**Exercise brief:**
Find the word "Newtownards" in the data below and copy each line that holds it.
/---
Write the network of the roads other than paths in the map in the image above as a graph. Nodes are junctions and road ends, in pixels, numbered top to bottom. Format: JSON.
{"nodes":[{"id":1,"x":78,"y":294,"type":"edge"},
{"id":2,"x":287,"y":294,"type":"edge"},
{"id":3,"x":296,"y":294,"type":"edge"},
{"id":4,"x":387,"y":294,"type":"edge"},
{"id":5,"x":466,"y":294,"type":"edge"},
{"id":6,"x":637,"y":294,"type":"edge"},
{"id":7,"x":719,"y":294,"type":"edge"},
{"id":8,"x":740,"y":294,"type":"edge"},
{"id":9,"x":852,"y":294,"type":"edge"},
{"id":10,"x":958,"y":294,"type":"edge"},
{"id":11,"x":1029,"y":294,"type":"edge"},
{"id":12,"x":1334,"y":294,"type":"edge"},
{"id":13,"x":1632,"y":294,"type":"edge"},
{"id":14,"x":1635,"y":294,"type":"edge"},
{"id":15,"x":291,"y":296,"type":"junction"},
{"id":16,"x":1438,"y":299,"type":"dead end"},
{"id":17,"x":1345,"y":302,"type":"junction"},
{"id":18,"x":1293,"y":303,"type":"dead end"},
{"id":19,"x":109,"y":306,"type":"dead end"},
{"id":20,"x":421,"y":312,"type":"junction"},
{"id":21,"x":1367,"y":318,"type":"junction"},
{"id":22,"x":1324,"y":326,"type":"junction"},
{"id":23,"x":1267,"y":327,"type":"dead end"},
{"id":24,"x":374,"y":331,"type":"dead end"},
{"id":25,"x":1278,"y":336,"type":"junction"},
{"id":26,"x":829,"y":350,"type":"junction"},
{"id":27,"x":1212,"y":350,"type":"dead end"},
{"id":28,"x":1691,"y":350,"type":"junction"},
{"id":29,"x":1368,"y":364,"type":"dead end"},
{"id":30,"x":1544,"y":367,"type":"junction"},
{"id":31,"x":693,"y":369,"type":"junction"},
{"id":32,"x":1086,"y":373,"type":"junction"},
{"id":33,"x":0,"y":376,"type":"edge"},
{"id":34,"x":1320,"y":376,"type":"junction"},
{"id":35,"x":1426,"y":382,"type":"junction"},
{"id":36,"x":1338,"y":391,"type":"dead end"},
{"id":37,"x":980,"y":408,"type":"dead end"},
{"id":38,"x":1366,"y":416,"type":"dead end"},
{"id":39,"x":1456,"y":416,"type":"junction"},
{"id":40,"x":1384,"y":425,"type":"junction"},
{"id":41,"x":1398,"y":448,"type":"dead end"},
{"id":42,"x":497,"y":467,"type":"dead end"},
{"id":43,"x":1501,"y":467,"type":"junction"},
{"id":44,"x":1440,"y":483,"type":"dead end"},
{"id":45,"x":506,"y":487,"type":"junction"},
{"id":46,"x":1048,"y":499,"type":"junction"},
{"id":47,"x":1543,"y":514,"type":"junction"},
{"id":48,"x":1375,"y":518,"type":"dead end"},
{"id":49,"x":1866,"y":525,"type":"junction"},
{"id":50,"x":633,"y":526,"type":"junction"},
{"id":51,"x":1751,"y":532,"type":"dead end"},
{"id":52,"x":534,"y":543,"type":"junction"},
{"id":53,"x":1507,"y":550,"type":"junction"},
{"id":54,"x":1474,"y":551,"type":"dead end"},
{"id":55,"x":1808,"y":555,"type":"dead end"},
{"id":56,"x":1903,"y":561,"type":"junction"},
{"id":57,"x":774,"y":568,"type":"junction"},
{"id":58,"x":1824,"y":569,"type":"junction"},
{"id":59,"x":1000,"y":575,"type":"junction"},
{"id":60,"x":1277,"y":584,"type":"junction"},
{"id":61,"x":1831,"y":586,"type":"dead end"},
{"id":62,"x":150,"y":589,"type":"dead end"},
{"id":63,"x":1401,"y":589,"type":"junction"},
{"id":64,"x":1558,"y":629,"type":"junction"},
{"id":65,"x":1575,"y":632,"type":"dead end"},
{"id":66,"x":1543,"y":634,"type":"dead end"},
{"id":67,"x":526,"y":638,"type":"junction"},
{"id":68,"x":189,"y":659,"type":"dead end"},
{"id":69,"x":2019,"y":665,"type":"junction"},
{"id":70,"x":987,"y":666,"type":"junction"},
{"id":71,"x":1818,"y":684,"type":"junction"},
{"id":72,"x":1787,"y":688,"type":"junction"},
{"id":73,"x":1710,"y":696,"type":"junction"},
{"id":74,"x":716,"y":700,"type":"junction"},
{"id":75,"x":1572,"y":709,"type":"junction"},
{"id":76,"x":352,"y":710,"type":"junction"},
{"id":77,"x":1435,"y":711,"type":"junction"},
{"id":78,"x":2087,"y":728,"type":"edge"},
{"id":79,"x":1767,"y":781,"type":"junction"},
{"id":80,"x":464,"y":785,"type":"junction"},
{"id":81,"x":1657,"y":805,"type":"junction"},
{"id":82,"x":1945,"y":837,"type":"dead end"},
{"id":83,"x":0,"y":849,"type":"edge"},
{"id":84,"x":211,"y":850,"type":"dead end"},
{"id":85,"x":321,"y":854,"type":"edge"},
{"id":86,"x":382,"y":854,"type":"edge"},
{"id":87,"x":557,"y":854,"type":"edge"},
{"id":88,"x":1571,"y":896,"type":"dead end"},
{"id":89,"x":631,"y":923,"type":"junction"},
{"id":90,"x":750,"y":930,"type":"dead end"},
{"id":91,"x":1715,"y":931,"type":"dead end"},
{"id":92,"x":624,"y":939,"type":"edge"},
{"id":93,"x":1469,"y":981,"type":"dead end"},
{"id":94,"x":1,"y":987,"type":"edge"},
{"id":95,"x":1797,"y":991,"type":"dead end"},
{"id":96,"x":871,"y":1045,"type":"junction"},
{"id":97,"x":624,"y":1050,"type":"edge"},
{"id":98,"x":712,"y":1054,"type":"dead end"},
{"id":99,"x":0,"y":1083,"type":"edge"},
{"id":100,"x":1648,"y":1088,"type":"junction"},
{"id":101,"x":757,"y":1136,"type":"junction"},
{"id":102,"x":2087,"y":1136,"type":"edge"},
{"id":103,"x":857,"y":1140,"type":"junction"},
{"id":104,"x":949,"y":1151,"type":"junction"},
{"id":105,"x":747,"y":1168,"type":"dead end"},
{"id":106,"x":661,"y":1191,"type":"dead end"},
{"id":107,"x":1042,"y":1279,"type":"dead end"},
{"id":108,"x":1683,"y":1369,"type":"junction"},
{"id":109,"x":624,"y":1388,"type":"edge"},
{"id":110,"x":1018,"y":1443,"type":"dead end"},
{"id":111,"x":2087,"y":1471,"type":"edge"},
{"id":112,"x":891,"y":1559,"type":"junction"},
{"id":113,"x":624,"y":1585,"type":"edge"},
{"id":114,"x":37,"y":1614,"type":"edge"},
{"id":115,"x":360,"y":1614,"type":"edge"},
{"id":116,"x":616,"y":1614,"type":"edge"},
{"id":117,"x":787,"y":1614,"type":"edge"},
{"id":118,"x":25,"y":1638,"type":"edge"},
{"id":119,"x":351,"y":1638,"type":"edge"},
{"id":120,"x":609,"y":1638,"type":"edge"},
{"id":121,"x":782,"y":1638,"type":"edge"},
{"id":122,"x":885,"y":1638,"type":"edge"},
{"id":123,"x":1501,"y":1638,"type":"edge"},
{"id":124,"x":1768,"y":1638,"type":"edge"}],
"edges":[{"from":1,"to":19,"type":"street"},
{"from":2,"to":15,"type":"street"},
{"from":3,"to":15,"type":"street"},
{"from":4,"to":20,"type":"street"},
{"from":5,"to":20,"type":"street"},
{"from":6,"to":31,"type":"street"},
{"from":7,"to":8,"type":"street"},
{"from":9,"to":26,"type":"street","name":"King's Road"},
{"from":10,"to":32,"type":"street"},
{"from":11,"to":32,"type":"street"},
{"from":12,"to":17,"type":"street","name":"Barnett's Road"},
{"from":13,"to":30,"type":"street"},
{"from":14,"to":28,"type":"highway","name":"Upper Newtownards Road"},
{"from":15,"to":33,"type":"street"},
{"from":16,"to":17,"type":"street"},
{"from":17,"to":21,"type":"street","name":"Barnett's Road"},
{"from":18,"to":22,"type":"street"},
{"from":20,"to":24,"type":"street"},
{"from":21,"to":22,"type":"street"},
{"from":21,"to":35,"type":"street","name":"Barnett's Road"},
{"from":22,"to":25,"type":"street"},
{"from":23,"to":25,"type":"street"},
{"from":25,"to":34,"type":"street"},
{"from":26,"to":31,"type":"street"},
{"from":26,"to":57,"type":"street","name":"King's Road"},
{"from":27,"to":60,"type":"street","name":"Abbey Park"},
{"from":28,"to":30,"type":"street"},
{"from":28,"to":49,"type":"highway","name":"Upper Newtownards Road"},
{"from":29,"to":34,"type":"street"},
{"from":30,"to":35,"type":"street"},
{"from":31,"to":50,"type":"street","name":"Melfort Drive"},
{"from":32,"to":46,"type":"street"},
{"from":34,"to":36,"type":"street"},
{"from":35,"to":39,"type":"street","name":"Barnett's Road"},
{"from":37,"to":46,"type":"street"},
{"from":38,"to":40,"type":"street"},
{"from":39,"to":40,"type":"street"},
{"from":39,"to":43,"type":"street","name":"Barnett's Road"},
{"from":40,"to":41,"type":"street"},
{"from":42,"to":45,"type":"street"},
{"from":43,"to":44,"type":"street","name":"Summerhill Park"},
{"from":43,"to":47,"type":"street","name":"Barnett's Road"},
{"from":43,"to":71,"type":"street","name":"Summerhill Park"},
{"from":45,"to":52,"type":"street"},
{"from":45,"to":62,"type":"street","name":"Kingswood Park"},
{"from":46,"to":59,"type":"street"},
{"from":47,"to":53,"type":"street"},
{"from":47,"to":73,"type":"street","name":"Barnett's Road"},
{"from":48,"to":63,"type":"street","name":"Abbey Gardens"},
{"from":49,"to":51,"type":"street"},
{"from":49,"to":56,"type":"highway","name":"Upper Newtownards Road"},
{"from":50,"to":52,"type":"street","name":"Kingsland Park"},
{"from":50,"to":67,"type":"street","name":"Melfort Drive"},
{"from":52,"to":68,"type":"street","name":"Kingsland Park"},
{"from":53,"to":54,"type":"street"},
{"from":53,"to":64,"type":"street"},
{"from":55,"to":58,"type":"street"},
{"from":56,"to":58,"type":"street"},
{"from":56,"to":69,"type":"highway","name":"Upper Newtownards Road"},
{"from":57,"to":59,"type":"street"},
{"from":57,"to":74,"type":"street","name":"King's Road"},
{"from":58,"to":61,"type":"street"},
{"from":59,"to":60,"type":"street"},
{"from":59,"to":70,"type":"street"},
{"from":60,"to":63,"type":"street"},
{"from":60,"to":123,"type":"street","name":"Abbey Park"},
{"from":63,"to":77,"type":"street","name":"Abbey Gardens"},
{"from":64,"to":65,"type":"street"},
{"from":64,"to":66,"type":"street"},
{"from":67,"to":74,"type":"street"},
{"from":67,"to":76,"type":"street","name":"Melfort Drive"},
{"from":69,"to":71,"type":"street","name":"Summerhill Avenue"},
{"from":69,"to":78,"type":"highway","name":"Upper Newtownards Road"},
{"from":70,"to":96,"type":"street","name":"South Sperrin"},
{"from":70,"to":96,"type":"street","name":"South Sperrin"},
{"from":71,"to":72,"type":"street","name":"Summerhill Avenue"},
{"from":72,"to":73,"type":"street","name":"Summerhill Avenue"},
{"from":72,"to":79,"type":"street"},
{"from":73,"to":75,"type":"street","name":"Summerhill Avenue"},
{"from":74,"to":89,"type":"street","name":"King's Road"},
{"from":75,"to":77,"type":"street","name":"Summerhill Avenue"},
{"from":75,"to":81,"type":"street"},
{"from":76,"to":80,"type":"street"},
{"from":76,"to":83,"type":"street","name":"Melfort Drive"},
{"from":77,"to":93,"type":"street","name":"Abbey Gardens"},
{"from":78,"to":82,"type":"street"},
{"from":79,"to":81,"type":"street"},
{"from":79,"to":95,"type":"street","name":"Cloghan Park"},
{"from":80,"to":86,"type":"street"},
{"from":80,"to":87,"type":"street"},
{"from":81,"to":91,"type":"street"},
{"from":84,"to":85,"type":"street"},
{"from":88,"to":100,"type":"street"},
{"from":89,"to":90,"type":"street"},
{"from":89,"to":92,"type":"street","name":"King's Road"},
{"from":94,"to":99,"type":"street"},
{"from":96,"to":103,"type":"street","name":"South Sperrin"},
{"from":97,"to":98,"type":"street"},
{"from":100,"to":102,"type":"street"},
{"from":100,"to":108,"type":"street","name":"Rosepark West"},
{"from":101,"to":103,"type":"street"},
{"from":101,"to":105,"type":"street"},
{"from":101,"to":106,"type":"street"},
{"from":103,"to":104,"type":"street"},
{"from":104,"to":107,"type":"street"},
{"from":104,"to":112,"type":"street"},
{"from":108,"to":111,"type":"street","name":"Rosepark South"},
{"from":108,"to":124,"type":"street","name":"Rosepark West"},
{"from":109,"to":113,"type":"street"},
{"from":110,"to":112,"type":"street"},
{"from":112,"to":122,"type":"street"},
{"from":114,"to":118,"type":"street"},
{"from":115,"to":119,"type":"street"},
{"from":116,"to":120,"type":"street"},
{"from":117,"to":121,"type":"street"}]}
\---
**Result for this task:**
{"from":14,"to":28,"type":"highway","name":"Upper Newtownards Road"},
{"from":28,"to":49,"type":"highway","name":"Upper Newtownards Road"},
{"from":49,"to":56,"type":"highway","name":"Upper Newtownards Road"},
{"from":56,"to":69,"type":"highway","name":"Upper Newtownards Road"},
{"from":69,"to":78,"type":"highway","name":"Upper Newtownards Road"},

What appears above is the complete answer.